■ REQUIREMENT:
From the line with "index tip: (997, 720)" through the line with "thumb cmc: (562, 601)", inclusive, return each line of the data below exactly and leave the rest out.
#### EXERCISE INPUT
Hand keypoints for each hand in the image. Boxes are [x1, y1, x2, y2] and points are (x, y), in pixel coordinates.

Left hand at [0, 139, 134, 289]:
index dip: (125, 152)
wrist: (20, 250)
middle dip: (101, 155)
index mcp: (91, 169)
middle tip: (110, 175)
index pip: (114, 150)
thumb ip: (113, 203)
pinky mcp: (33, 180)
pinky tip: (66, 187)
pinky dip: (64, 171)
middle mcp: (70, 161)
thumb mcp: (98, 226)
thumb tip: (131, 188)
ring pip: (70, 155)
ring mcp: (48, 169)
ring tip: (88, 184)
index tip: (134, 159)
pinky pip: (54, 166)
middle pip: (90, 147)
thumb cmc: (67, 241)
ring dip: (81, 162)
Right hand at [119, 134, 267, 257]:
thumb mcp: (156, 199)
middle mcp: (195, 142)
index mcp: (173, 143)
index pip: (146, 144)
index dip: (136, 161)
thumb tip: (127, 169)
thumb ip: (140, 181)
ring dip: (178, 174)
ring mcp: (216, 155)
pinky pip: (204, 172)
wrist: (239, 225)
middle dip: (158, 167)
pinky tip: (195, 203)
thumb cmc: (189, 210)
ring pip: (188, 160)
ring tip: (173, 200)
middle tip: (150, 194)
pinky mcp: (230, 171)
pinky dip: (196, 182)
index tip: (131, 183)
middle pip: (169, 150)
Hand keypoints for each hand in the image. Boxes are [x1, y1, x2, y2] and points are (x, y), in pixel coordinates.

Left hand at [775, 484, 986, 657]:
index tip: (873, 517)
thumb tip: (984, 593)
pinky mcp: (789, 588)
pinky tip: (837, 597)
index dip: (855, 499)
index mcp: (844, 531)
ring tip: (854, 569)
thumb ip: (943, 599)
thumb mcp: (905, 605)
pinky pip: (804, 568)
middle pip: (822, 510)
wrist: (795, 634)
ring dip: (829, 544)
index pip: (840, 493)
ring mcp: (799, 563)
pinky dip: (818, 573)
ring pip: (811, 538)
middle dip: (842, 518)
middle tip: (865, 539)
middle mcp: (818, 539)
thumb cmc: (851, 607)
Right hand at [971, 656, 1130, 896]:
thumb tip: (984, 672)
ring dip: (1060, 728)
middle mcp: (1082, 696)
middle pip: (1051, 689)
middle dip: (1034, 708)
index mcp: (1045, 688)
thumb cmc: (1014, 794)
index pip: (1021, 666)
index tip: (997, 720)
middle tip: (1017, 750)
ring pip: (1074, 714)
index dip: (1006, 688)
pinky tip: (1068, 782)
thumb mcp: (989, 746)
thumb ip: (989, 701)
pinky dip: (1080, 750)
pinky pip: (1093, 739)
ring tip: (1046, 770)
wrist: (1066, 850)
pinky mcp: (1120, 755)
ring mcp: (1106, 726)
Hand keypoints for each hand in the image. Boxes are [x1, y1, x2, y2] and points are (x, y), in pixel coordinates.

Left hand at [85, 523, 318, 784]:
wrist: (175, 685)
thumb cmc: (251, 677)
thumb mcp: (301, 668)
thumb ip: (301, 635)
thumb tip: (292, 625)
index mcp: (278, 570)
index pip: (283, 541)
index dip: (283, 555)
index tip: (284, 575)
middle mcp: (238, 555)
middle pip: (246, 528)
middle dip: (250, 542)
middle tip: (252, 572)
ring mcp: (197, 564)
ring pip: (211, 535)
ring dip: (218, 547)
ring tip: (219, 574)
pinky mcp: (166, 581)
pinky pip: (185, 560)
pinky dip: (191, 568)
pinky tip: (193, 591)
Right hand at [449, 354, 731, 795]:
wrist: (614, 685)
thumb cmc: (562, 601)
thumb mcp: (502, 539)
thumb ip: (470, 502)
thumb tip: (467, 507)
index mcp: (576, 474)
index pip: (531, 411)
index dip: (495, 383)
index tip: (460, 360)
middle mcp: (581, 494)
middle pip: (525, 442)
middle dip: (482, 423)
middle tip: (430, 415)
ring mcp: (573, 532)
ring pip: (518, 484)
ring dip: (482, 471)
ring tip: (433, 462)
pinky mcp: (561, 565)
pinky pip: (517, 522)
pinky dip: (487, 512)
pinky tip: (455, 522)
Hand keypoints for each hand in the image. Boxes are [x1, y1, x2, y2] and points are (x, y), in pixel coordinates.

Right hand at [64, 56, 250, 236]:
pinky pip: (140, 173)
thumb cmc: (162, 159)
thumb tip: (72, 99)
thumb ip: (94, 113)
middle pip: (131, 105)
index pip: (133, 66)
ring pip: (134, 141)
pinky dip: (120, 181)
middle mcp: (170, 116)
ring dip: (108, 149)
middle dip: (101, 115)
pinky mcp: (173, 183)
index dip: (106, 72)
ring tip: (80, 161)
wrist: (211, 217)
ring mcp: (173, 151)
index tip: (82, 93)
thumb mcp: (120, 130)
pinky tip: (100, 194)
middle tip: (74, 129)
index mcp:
########
■ TASK SOLUTION:
index tip: (997, 720)
middle tip: (1017, 750)
ring pip: (1074, 714)
index dip: (1006, 688)
pinky tip: (1068, 782)
thumb mcp: (989, 746)
thumb ip: (989, 701)
pinky dip: (1080, 750)
pinky pip: (1093, 739)
ring tip: (1046, 770)
wrist: (1066, 850)
pinky mcp: (1120, 755)
ring mcp: (1106, 726)
Hand keypoints for each hand in the image. Boxes are [x1, y1, x2, y2] and points are (x, y), in pixel coordinates.

Left hand at [85, 523, 318, 784]:
wrist: (175, 685)
thumb cmc: (251, 677)
thumb mcp: (301, 668)
thumb ip: (301, 635)
thumb tip: (292, 625)
index mcp: (278, 570)
index pip: (283, 541)
index dip: (283, 555)
index tip: (284, 575)
middle mcp: (238, 555)
middle pip: (246, 528)
middle dip: (250, 542)
middle tip: (252, 572)
ring mcp: (197, 564)
ring pip: (211, 535)
ring dip: (218, 547)
ring tip: (219, 574)
pinky mcp: (166, 581)
pinky pip: (185, 560)
pinky dip: (191, 568)
pinky tip: (193, 591)
Right hand at [449, 354, 731, 795]:
wrist: (614, 685)
thumb cmc: (562, 601)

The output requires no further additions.